[Information supplied — start]

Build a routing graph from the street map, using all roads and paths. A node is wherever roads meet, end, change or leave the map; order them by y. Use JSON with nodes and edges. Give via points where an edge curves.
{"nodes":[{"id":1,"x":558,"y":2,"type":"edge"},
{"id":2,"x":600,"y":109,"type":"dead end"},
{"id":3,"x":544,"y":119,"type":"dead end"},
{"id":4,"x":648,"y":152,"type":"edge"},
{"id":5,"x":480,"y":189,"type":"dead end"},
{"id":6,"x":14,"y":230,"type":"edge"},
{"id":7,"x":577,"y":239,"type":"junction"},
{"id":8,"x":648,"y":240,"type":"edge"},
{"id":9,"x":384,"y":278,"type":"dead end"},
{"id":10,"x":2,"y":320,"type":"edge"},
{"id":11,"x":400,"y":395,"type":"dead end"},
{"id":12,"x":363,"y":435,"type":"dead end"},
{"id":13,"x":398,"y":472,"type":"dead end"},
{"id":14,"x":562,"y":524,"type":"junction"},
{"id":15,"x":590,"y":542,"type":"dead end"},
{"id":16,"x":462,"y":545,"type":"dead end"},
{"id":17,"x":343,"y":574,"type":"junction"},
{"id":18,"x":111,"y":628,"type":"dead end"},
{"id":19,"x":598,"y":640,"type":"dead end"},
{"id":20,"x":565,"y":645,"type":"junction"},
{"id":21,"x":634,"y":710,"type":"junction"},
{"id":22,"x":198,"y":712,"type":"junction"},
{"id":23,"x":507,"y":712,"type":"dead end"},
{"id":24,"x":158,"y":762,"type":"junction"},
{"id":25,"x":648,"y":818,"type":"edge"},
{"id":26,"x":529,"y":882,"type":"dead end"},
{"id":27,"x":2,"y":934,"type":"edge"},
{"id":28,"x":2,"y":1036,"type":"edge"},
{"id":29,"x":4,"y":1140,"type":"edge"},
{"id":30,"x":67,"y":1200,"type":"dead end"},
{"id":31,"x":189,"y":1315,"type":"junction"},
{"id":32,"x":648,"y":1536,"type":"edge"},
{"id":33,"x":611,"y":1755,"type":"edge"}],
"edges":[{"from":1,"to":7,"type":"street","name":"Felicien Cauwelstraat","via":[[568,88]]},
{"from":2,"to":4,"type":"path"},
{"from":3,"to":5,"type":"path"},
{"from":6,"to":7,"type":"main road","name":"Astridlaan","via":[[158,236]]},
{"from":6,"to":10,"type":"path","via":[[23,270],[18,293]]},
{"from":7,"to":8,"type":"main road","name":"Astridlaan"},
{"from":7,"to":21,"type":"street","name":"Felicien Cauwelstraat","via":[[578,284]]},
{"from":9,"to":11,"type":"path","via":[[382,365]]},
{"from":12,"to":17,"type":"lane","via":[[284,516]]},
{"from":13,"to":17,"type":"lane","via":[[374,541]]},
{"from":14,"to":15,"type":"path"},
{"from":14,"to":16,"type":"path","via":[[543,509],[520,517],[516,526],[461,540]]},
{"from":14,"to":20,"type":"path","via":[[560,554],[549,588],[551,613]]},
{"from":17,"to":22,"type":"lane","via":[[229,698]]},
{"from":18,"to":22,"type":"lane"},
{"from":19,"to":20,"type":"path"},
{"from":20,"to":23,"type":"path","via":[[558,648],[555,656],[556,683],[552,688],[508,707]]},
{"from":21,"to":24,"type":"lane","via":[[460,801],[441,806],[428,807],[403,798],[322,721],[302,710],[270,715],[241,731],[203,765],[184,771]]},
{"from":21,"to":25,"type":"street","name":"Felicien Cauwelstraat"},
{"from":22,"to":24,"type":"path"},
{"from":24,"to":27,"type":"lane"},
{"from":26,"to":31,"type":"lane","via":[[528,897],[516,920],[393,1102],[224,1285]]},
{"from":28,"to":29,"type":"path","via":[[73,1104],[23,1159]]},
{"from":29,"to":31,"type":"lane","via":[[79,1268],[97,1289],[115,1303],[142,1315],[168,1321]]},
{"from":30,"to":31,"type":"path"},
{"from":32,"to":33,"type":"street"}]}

[Information supplied — finish]

→ **Your instructions**:
Copy all of the data. Keep every word exactly as it is.

→ **Output of the exercise**:
Build a routing graph from the street map, using all roads and paths. A node is wherever roads meet, end, change or leave the map; order them by y. Use JSON with nodes and edges. Give via points where an edge curves.
{"nodes":[{"id":1,"x":558,"y":2,"type":"edge"},
{"id":2,"x":600,"y":109,"type":"dead end"},
{"id":3,"x":544,"y":119,"type":"dead end"},
{"id":4,"x":648,"y":152,"type":"edge"},
{"id":5,"x":480,"y":189,"type":"dead end"},
{"id":6,"x":14,"y":230,"type":"edge"},
{"id":7,"x":577,"y":239,"type":"junction"},
{"id":8,"x":648,"y":240,"type":"edge"},
{"id":9,"x":384,"y":278,"type":"dead end"},
{"id":10,"x":2,"y":320,"type":"edge"},
{"id":11,"x":400,"y":395,"type":"dead end"},
{"id":12,"x":363,"y":435,"type":"dead end"},
{"id":13,"x":398,"y":472,"type":"dead end"},
{"id":14,"x":562,"y":524,"type":"junction"},
{"id":15,"x":590,"y":542,"type":"dead end"},
{"id":16,"x":462,"y":545,"type":"dead end"},
{"id":17,"x":343,"y":574,"type":"junction"},
{"id":18,"x":111,"y":628,"type":"dead end"},
{"id":19,"x":598,"y":640,"type":"dead end"},
{"id":20,"x":565,"y":645,"type":"junction"},
{"id":21,"x":634,"y":710,"type":"junction"},
{"id":22,"x":198,"y":712,"type":"junction"},
{"id":23,"x":507,"y":712,"type":"dead end"},
{"id":24,"x":158,"y":762,"type":"junction"},
{"id":25,"x":648,"y":818,"type":"edge"},
{"id":26,"x":529,"y":882,"type":"dead end"},
{"id":27,"x":2,"y":934,"type":"edge"},
{"id":28,"x":2,"y":1036,"type":"edge"},
{"id":29,"x":4,"y":1140,"type":"edge"},
{"id":30,"x":67,"y":1200,"type":"dead end"},
{"id":31,"x":189,"y":1315,"type":"junction"},
{"id":32,"x":648,"y":1536,"type":"edge"},
{"id":33,"x":611,"y":1755,"type":"edge"}],
"edges":[{"from":1,"to":7,"type":"street","name":"Felicien Cauwelstraat","via":[[568,88]]},
{"from":2,"to":4,"type":"path"},
{"from":3,"to":5,"type":"path"},
{"from":6,"to":7,"type":"main road","name":"Astridlaan","via":[[158,236]]},
{"from":6,"to":10,"type":"path","via":[[23,270],[18,293]]},
{"from":7,"to":8,"type":"main road","name":"Astridlaan"},
{"from":7,"to":21,"type":"street","name":"Felicien Cauwelstraat","via":[[578,284]]},
{"from":9,"to":11,"type":"path","via":[[382,365]]},
{"from":12,"to":17,"type":"lane","via":[[284,516]]},
{"from":13,"to":17,"type":"lane","via":[[374,541]]},
{"from":14,"to":15,"type":"path"},
{"from":14,"to":16,"type":"path","via":[[543,509],[520,517],[516,526],[461,540]]},
{"from":14,"to":20,"type":"path","via":[[560,554],[549,588],[551,613]]},
{"from":17,"to":22,"type":"lane","via":[[229,698]]},
{"from":18,"to":22,"type":"lane"},
{"from":19,"to":20,"type":"path"},
{"from":20,"to":23,"type":"path","via":[[558,648],[555,656],[556,683],[552,688],[508,707]]},
{"from":21,"to":24,"type":"lane","via":[[460,801],[441,806],[428,807],[403,798],[322,721],[302,710],[270,715],[241,731],[203,765],[184,771]]},
{"from":21,"to":25,"type":"street","name":"Felicien Cauwelstraat"},
{"from":22,"to":24,"type":"path"},
{"from":24,"to":27,"type":"lane"},
{"from":26,"to":31,"type":"lane","via":[[528,897],[516,920],[393,1102],[224,1285]]},
{"from":28,"to":29,"type":"path","via":[[73,1104],[23,1159]]},
{"from":29,"to":31,"type":"lane","via":[[79,1268],[97,1289],[115,1303],[142,1315],[168,1321]]},
{"from":30,"to":31,"type":"path"},
{"from":32,"to":33,"type":"street"}]}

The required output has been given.